##### Records for this task #####

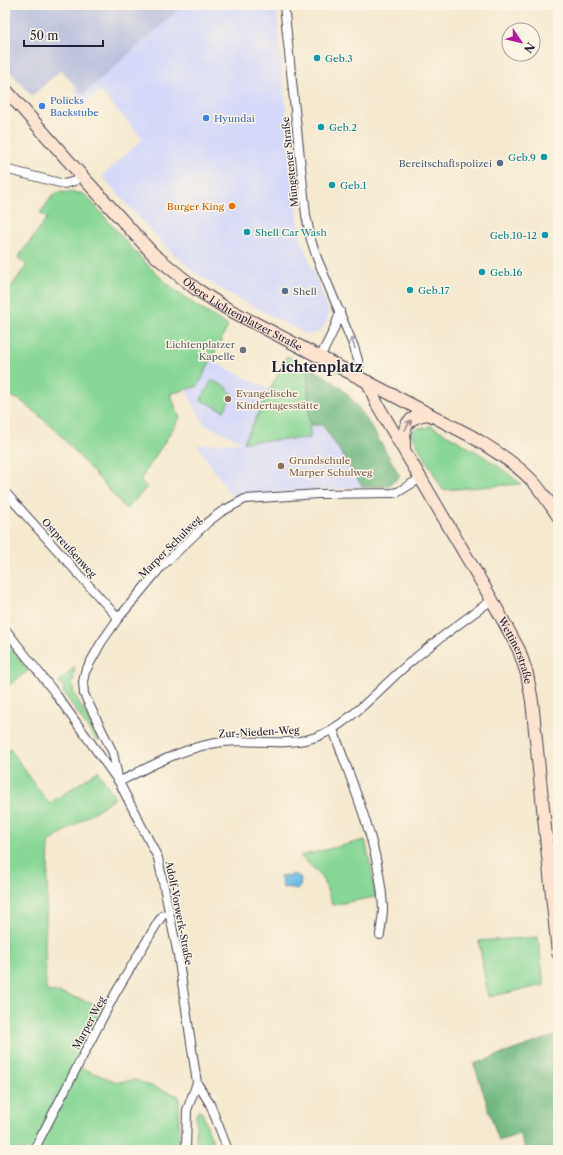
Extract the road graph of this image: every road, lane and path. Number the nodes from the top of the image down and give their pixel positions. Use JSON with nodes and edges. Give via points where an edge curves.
{"nodes":[{"id":1,"x":284,"y":5,"type":"edge"},
{"id":2,"x":5,"y":89,"type":"edge"},
{"id":3,"x":5,"y":169,"type":"edge"},
{"id":4,"x":81,"y":175,"type":"junction"},
{"id":5,"x":340,"y":311,"type":"junction"},
{"id":6,"x":320,"y":357,"type":"junction"},
{"id":7,"x":363,"y":380,"type":"junction"},
{"id":8,"x":429,"y":414,"type":"junction"},
{"id":9,"x":404,"y":449,"type":"junction"},
{"id":10,"x":422,"y":478,"type":"junction"},
{"id":11,"x":5,"y":492,"type":"edge"},
{"id":12,"x":558,"y":516,"type":"edge"},
{"id":13,"x":492,"y":600,"type":"junction"},
{"id":14,"x":118,"y":618,"type":"junction"},
{"id":15,"x":5,"y":629,"type":"edge"},
{"id":16,"x":333,"y":730,"type":"junction"},
{"id":17,"x":119,"y":782,"type":"junction"},
{"id":18,"x":169,"y":913,"type":"junction"},
{"id":19,"x":380,"y":935,"type":"dead end"},
{"id":20,"x":558,"y":953,"type":"edge"},
{"id":21,"x":197,"y":1083,"type":"junction"},
{"id":22,"x":34,"y":1150,"type":"edge"},
{"id":23,"x":186,"y":1150,"type":"edge"},
{"id":24,"x":228,"y":1150,"type":"edge"}],
"edges":[{"from":1,"to":5,"type":"street","name":"Müngstener Straße","via":[[306,215],[317,258]]},
{"from":2,"to":4,"type":"main road","name":"Obere Lichtenplatzer Straße"},
{"from":3,"to":4,"type":"street","via":[[64,184],[75,181]]},
{"from":4,"to":6,"type":"main road","name":"Obere Lichtenplatzer Straße","via":[[153,254],[196,288],[226,308]]},
{"from":5,"to":6,"type":"street","via":[[335,328]]},
{"from":7,"to":5,"type":"street","name":"Müngstener Straße","one_way":true},
{"from":6,"to":7,"type":"main road","name":"Obere Lichtenplatzer Straße"},
{"from":7,"to":8,"type":"main road","name":"Obere Lichtenplatzer Straße"},
{"from":7,"to":9,"type":"main road","name":"Wettinerstraße"},
{"from":9,"to":8,"type":"main road","one_way":true,"via":[[403,433],[409,421],[419,415]]},
{"from":8,"to":12,"type":"main road","name":"Obere Lichtenplatzer Straße","via":[[506,458],[534,483]]},
{"from":9,"to":10,"type":"main road","name":"Wettinerstraße"},
{"from":10,"to":13,"type":"main road","name":"Wettinerstraße"},
{"from":10,"to":14,"type":"street","name":"Marper Schulweg","via":[[392,493],[318,494],[245,500],[221,512],[201,528],[161,567]]},
{"from":11,"to":14,"type":"street","name":"Ostpreußenweg"},
{"from":13,"to":16,"type":"street","name":"Zur-Nieden-Weg","via":[[410,663]]},
{"from":13,"to":20,"type":"main road","name":"Wettinerstraße","via":[[519,650],[527,674]]},
{"from":14,"to":17,"type":"street","name":"Marper Schulweg","via":[[85,672],[83,682],[84,694],[113,753]]},
{"from":15,"to":17,"type":"street","name":"Adolf-Vorwerk-Straße"},
{"from":16,"to":17,"type":"street","name":"Zur-Nieden-Weg","via":[[297,741],[245,740],[199,747],[178,753]]},
{"from":16,"to":19,"type":"street","via":[[374,853],[381,887]]},
{"from":17,"to":18,"type":"street","name":"Adolf-Vorwerk-Straße","via":[[158,858]]},
{"from":18,"to":21,"type":"street","name":"Adolf-Vorwerk-Straße","via":[[178,955]]},
{"from":18,"to":22,"type":"street","name":"Marper Weg","via":[[163,915],[158,922],[116,992]]},
{"from":21,"to":23,"type":"street","name":"Adolf-Vorwerk-Straße","via":[[187,1110]]},
{"from":21,"to":24,"type":"street","via":[[210,1104]]}]}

#####

Please set down every line of the data above precisely, dropping the images.

Extract the road graph of this image: every road, lane and path. Number the nodes from the top of the image down and give their pixel positions. Use JSON with nodes and edges. Give via points where an edge curves.
{"nodes":[{"id":1,"x":284,"y":5,"type":"edge"},
{"id":2,"x":5,"y":89,"type":"edge"},
{"id":3,"x":5,"y":169,"type":"edge"},
{"id":4,"x":81,"y":175,"type":"junction"},
{"id":5,"x":340,"y":311,"type":"junction"},
{"id":6,"x":320,"y":357,"type":"junction"},
{"id":7,"x":363,"y":380,"type":"junction"},
{"id":8,"x":429,"y":414,"type":"junction"},
{"id":9,"x":404,"y":449,"type":"junction"},
{"id":10,"x":422,"y":478,"type":"junction"},
{"id":11,"x":5,"y":492,"type":"edge"},
{"id":12,"x":558,"y":516,"type":"edge"},
{"id":13,"x":492,"y":600,"type":"junction"},
{"id":14,"x":118,"y":618,"type":"junction"},
{"id":15,"x":5,"y":629,"type":"edge"},
{"id":16,"x":333,"y":730,"type":"junction"},
{"id":17,"x":119,"y":782,"type":"junction"},
{"id":18,"x":169,"y":913,"type":"junction"},
{"id":19,"x":380,"y":935,"type":"dead end"},
{"id":20,"x":558,"y":953,"type":"edge"},
{"id":21,"x":197,"y":1083,"type":"junction"},
{"id":22,"x":34,"y":1150,"type":"edge"},
{"id":23,"x":186,"y":1150,"type":"edge"},
{"id":24,"x":228,"y":1150,"type":"edge"}],
"edges":[{"from":1,"to":5,"type":"street","name":"Müngstener Straße","via":[[306,215],[317,258]]},
{"from":2,"to":4,"type":"main road","name":"Obere Lichtenplatzer Straße"},
{"from":3,"to":4,"type":"street","via":[[64,184],[75,181]]},
{"from":4,"to":6,"type":"main road","name":"Obere Lichtenplatzer Straße","via":[[153,254],[196,288],[226,308]]},
{"from":5,"to":6,"type":"street","via":[[335,328]]},
{"from":7,"to":5,"type":"street","name":"Müngstener Straße","one_way":true},
{"from":6,"to":7,"type":"main road","name":"Obere Lichtenplatzer Straße"},
{"from":7,"to":8,"type":"main road","name":"Obere Lichtenplatzer Straße"},
{"from":7,"to":9,"type":"main road","name":"Wettinerstraße"},
{"from":9,"to":8,"type":"main road","one_way":true,"via":[[403,433],[409,421],[419,415]]},
{"from":8,"to":12,"type":"main road","name":"Obere Lichtenplatzer Straße","via":[[506,458],[534,483]]},
{"from":9,"to":10,"type":"main road","name":"Wettinerstraße"},
{"from":10,"to":13,"type":"main road","name":"Wettinerstraße"},
{"from":10,"to":14,"type":"street","name":"Marper Schulweg","via":[[392,493],[318,494],[245,500],[221,512],[201,528],[161,567]]},
{"from":11,"to":14,"type":"street","name":"Ostpreußenweg"},
{"from":13,"to":16,"type":"street","name":"Zur-Nieden-Weg","via":[[410,663]]},
{"from":13,"to":20,"type":"main road","name":"Wettinerstraße","via":[[519,650],[527,674]]},
{"from":14,"to":17,"type":"street","name":"Marper Schulweg","via":[[85,672],[83,682],[84,694],[113,753]]},
{"from":15,"to":17,"type":"street","name":"Adolf-Vorwerk-Straße"},
{"from":16,"to":17,"type":"street","name":"Zur-Nieden-Weg","via":[[297,741],[245,740],[199,747],[178,753]]},
{"from":16,"to":19,"type":"street","via":[[374,853],[381,887]]},
{"from":17,"to":18,"type":"street","name":"Adolf-Vorwerk-Straße","via":[[158,858]]},
{"from":18,"to":21,"type":"street","name":"Adolf-Vorwerk-Straße","via":[[178,955]]},
{"from":18,"to":22,"type":"street","name":"Marper Weg","via":[[163,915],[158,922],[116,992]]},
{"from":21,"to":23,"type":"street","name":"Adolf-Vorwerk-Straße","via":[[187,1110]]},
{"from":21,"to":24,"type":"street","via":[[210,1104]]}]}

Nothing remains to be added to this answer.